Rating: B-/ Before I read this book, I knew nothing about Yemen, not even where on the map it was, and I didn’t have the foggiest idea of what life was like there. I learned from Nujood Ali’s memoir that Yemen is a Middle Eastern country with the very traditional values that often come hand-in-hand with Islam. In Yemen young girls are often married off at an extremely young age, and that’s what happened to Nujood, when her parents fell upon hard times and her father sold her into marriage to a grown man in order to scrounge up enough money to live on.
Nujood’s new husband promised her father not to consummate their marriage until she had hit puberty, but he had no intention of keeping his promise, and he raped the little girl and beat her with a stick when he became angry with her. Nujood is certainly not the first Yemeni child bride, but she made history by being the first one to file for divorce and win her case. I am Nujood, Age 10 and Divorced is yet another true-to-life story that shows just how good people have it in the U.S.A and the freedom we take for granted.
The main problem I have with this book is that I have my doubts that it was actually written by Nujood Ali. The narrative seemed highly developmentally inappropriate for a ten-year-old, especially one who according to the book just learned the basics of writing in her own language months before this book was written. I would be highly surprised if this book wasn’t almost entirely ghost written, or if the co-author, Delphine Minoui, wrote 99% percent of it and Nujood Ali was barely involved.
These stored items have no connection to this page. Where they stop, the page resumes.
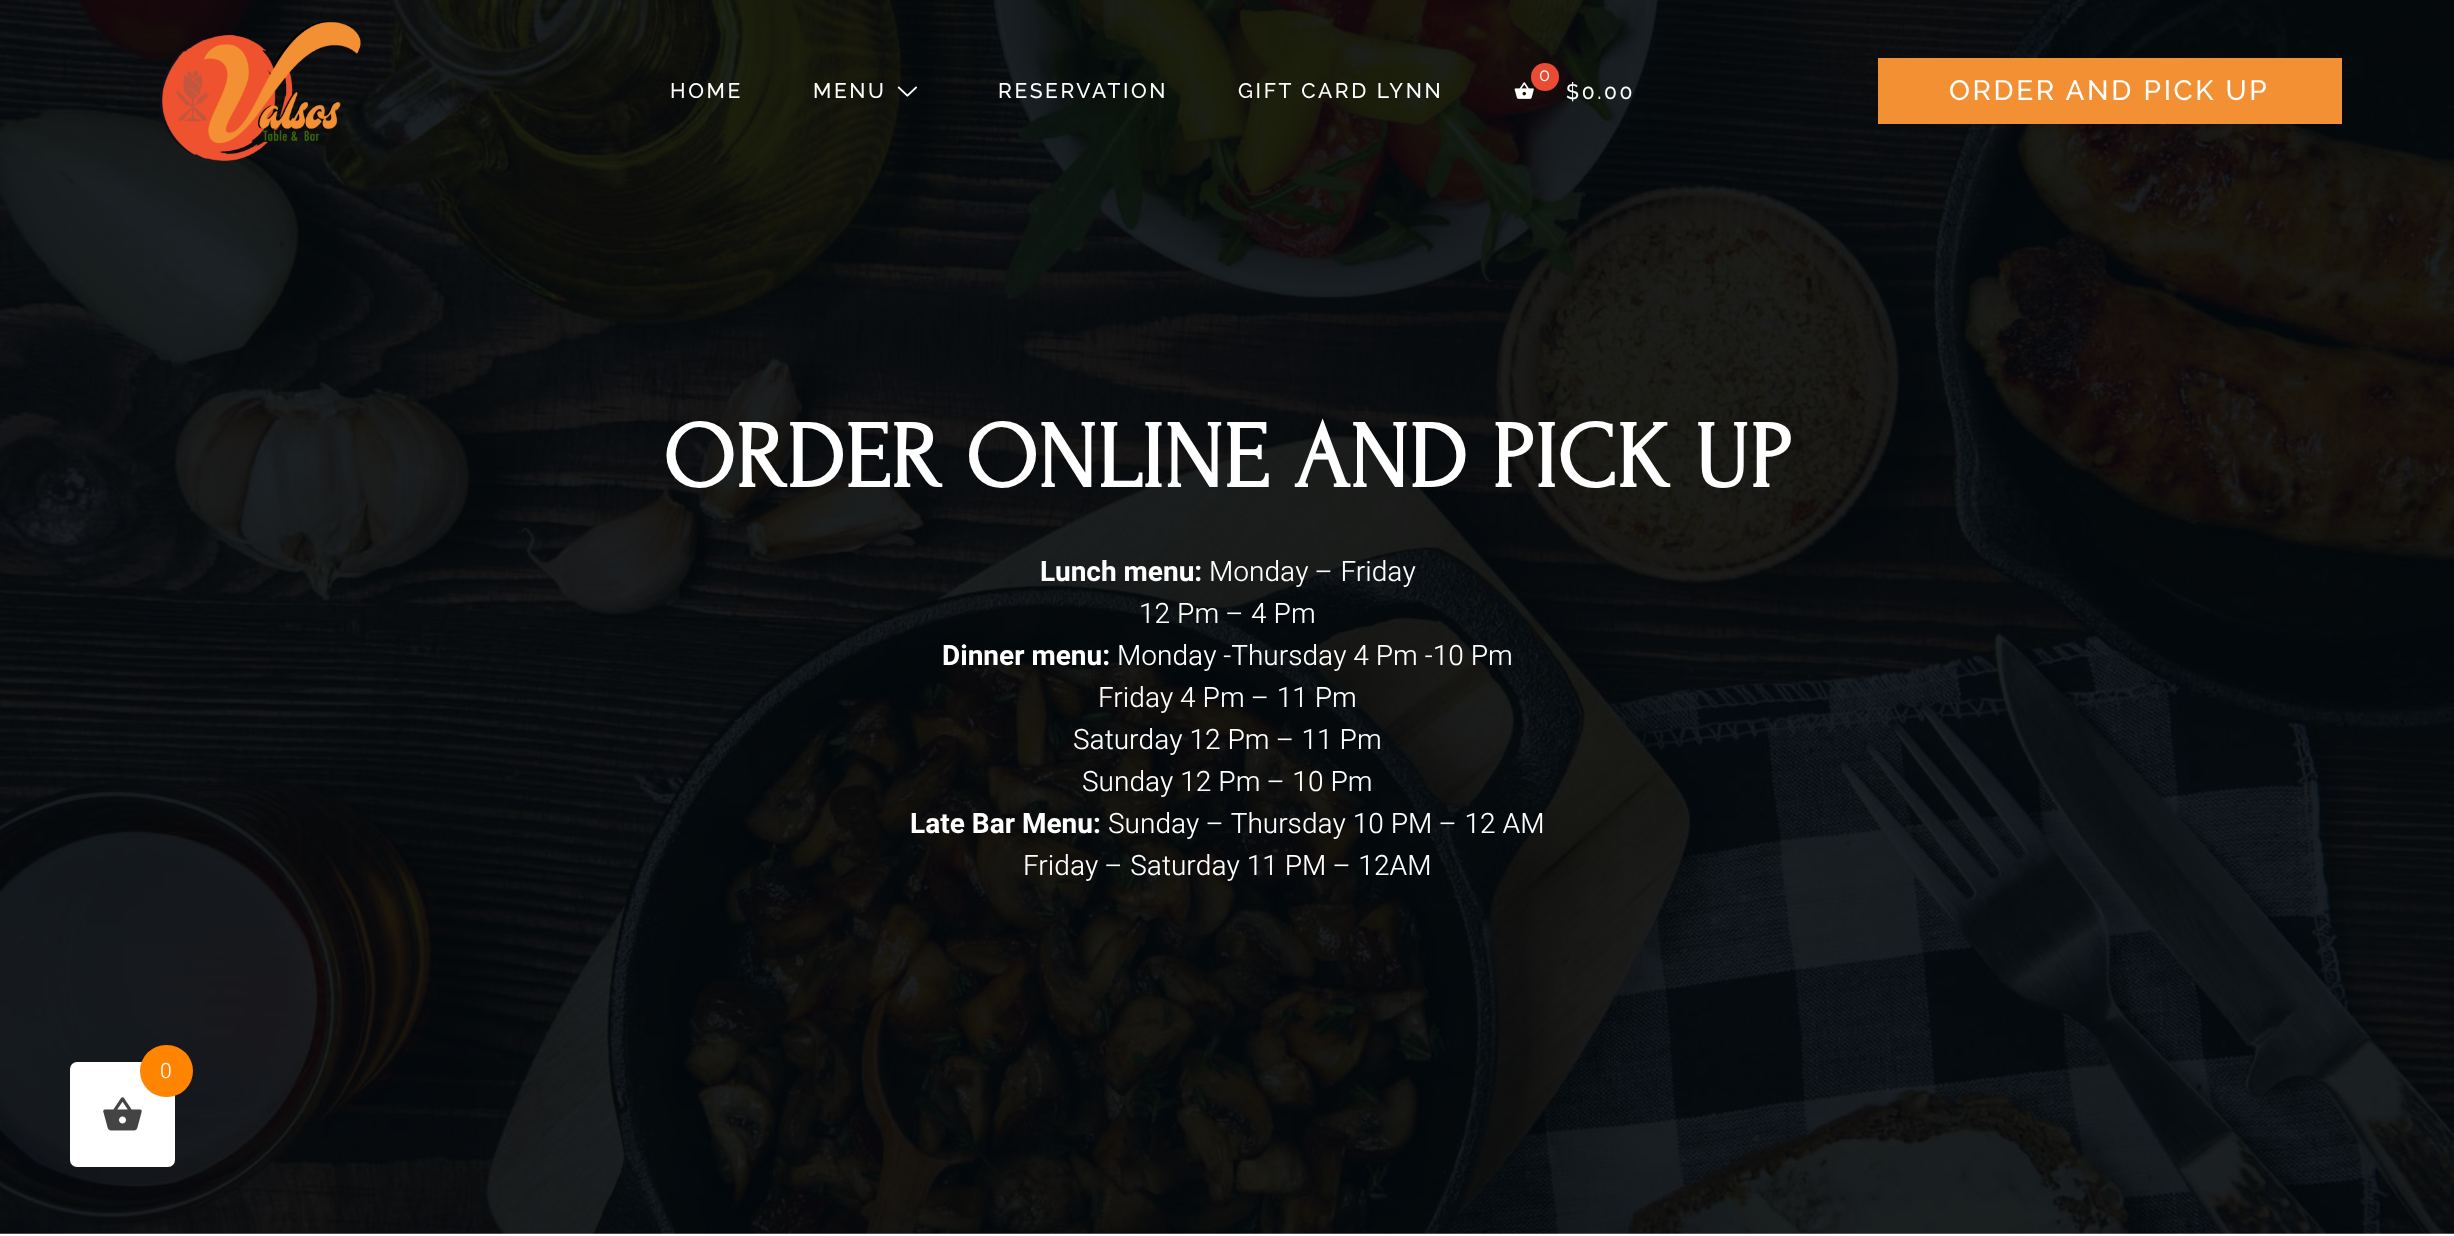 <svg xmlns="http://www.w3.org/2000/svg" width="2454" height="1236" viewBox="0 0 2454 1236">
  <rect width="100%" height="100%" fill="#ffffff"/>
  <image x="0" y="0" width="2454" height="1234" href="img4.png"/>
  <image x="159" y="21" width="202" height="140" href="img1.png"/>
  <text x="670" y="98" font-family="Raleway" font-size="21" font-weight="500" letter-spacing="2.6" fill="#ffffff">HOME</text>
  <text x="813" y="98" font-family="Raleway" font-size="21" font-weight="500" letter-spacing="2.6" fill="#ffffff">MENU</text>
  <image x="897" y="86" width="20" height="11" href="img2.png"/>
  <text x="998" y="98" font-family="Raleway" font-size="21" font-weight="500" letter-spacing="2.6" fill="#ffffff">RESERVATION</text>
  <text x="1238" y="98" font-family="Raleway" font-size="21" font-weight="500" letter-spacing="2.6" fill="#ffffff">GIFT CARD LYNN</text>
  <image x="1514" y="82" width="20" height="17" href="img3.png"/>
  <circle cx="1545" cy="77" r="14" fill="#e94b35"/>
  <text x="1539" y="81" font-family="Raleway" font-size="18" letter-spacing="2.6" fill="#ffffff">0</text>
  <text x="1566" y="99" font-family="Raleway" font-size="21" font-weight="500" letter-spacing="2.6" fill="#ffffff">$0.00</text>
  <rect x="1878" y="58" width="464" height="66" fill="#f29033"/>
  <text x="1949" y="100" font-family="Raleway" font-size="28" font-weight="500" letter-spacing="2.6" fill="#ffffff">ORDER AND PICK UP</text>
  <text x="663" y="487" font-family="Forum" font-size="94.5" font-weight="bold" fill="#ffffff">ORDER ONLINE AND PICK UP</text>
  <text x="1040" y="581" font-family="Heebo" font-size="28" font-weight="bold" fill="#ffffff">Lunch menu:</text>
  <text x="1209" y="581" font-family="Heebo" font-size="28" font-weight="300" fill="#ffffff">Monday – Friday</text>
  <text x="1139" y="623" font-family="Heebo" font-size="28" font-weight="300" fill="#ffffff">12 Pm – 4 Pm</text>
  <text x="942" y="665" font-family="Heebo" font-size="28" font-weight="bold" fill="#ffffff">Dinner menu:</text>
  <text x="1117" y="665" font-family="Heebo" font-size="28" font-weight="300" fill="#ffffff">Monday -Thursday 4 Pm -10 Pm</text>
  <text x="1098" y="707" font-family="Heebo" font-size="28" font-weight="300" fill="#ffffff">Friday 4 Pm – 11 Pm</text>
  <text x="1073" y="749" font-family="Heebo" font-size="28" font-weight="300" fill="#ffffff">Saturday 12 Pm – 11 Pm</text>
  <text x="1082" y="791" font-family="Heebo" font-size="28" font-weight="300" fill="#ffffff">Sunday 12 Pm – 10 Pm</text>
  <text x="910" y="833" font-family="Heebo" font-size="28" font-weight="bold" fill="#ffffff">Late Bar Menu:</text>
  <text x="1108" y="833" font-family="Heebo" font-size="28" font-weight="300" fill="#ffffff">Sunday – Thursday 10 PM – 12 AM</text>
  <text x="1023" y="875" font-family="Heebo" font-size="28" font-weight="300" fill="#ffffff">Friday – Saturday 11 PM – 12AM</text>
  <rect x="70" y="1062" width="105" height="105" rx="7" fill="#ffffff"/>
  <rect x="140" y="1045" width="53" height="52" rx="26" fill="#ff8500"/>
  <text x="160" y="1078" font-family="Heebo" font-size="21" font-weight="300" fill="#ffffff">0</text>
  <image x="103" y="1097" width="39" height="34" href="img5.png"/>
</svg>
I didn’t like how this book was written in a exceedingly childlike style in certain parts, in a way that seemed almost forced (for instance, the use of the word ‘tummy’) and then in other parts vocabulary words were used that I don’t think most high school students would know the definition of. That said, it was still a fascinating true story with a compelling heroine and a great deal of educational value.
Most people in western society of heard of little girls in third-world countries being sold into marriage and it turns their stomachs, but this book makes the reader look at the issue in a new and highly personal way. For the most part, the women in Nujood’s life fail to protect her, and her mother-in-law even participates in the abuse. It isn’t until she goes to her father’s second wife for advice that she gets any help whatsoever. I was deeply impressed by this girl, who is ten at least (she doesn’t have a birth certificate and even her mother isn’t entirely sure of her age,) and her strength and presence of mind.
This book deals not only with child abuse, but also peoples’ complicity and their failure to preventing children’s suffering. This is a problem in Yemen, but it’s also a problem all over the world, including here. The women of Yemen may be oppressed by a patriarchal worldview, but people in a position of power have always been allowed to get away with far more than they should.
I thought the writing style in this book was good, not great. As I said before, I have my doubts that Ali actually wrote it. I found the subject matter fascinating, and I enjoyed learning more about the members of Nujood’s family’s individual dramas as the book went on. Including the dramas of Nujood’s brothers and sisters made the story a more in-depth experience, although the length of the book overall was just under 200 pages.
In Yemen, sexual violence towards women is a huge problem, to the point that Nujood’s dad wanted to sell his ten-year-old daughter into marriage before the inevitable moment in the future that she got raped by a neighbor and ‘spoiled.’ Nujood’s older sister is raped and in order to avoid sullying her family’s ‘honor,’ she is forced to marry her assailant.
I felt sad when I read online that Nujood’s younger sister Haifa, who she was very protective toward, has recently been married to an older man. I will keep my eye on Nujood’s story, and I hope she will grow up to fight against child marriage and violence against women like she wants to. I’m worried for her safety, but if and when she reaches adulthood, I hope that she will have a outstanding life and be able to achieve her dreams. I am Nujood, Age 10 and Divorced is sad but has traces of optimism and hope in the form of it’s spirited subject. It’s an extremely quick read and gives you a look into a part of the world that most people know little about.